▸ Task statement:
Every record below is to be reproduced exactly.

Collected data entries
▼

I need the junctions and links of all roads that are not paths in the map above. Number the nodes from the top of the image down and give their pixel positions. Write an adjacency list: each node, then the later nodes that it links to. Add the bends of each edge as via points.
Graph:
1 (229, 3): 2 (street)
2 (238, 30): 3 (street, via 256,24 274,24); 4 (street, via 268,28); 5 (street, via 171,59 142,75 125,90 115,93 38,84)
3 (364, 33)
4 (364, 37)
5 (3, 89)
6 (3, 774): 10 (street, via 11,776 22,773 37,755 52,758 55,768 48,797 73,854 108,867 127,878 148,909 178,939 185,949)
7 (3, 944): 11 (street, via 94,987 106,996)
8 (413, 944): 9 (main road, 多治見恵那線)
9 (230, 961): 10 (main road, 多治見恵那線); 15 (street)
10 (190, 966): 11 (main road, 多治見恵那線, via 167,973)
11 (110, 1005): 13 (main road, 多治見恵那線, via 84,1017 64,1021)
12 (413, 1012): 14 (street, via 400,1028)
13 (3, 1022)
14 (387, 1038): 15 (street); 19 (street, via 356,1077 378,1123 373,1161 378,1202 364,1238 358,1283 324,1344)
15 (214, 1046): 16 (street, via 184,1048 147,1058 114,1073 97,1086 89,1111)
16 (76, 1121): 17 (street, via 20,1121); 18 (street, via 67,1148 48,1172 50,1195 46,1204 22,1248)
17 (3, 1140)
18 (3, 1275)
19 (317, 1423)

▲

▸ Solution:
I need the junctions and links of all roads that are not paths in the map above. Number the nodes from the top of the image down and give their pixel positions. Write an adjacency list: each node, then the later nodes that it links to. Add the bends of each edge as via points.
Graph:
1 (229, 3): 2 (street)
2 (238, 30): 3 (street, via 256,24 274,24); 4 (street, via 268,28); 5 (street, via 171,59 142,75 125,90 115,93 38,84)
3 (364, 33)
4 (364, 37)
5 (3, 89)
6 (3, 774): 10 (street, via 11,776 22,773 37,755 52,758 55,768 48,797 73,854 108,867 127,878 148,909 178,939 185,949)
7 (3, 944): 11 (street, via 94,987 106,996)
8 (413, 944): 9 (main road, 多治見恵那線)
9 (230, 961): 10 (main road, 多治見恵那線); 15 (street)
10 (190, 966): 11 (main road, 多治見恵那線, via 167,973)
11 (110, 1005): 13 (main road, 多治見恵那線, via 84,1017 64,1021)
12 (413, 1012): 14 (street, via 400,1028)
13 (3, 1022)
14 (387, 1038): 15 (street); 19 (street, via 356,1077 378,1123 373,1161 378,1202 364,1238 358,1283 324,1344)
15 (214, 1046): 16 (street, via 184,1048 147,1058 114,1073 97,1086 89,1111)
16 (76, 1121): 17 (street, via 20,1121); 18 (street, via 67,1148 48,1172 50,1195 46,1204 22,1248)
17 (3, 1140)
18 (3, 1275)
19 (317, 1423)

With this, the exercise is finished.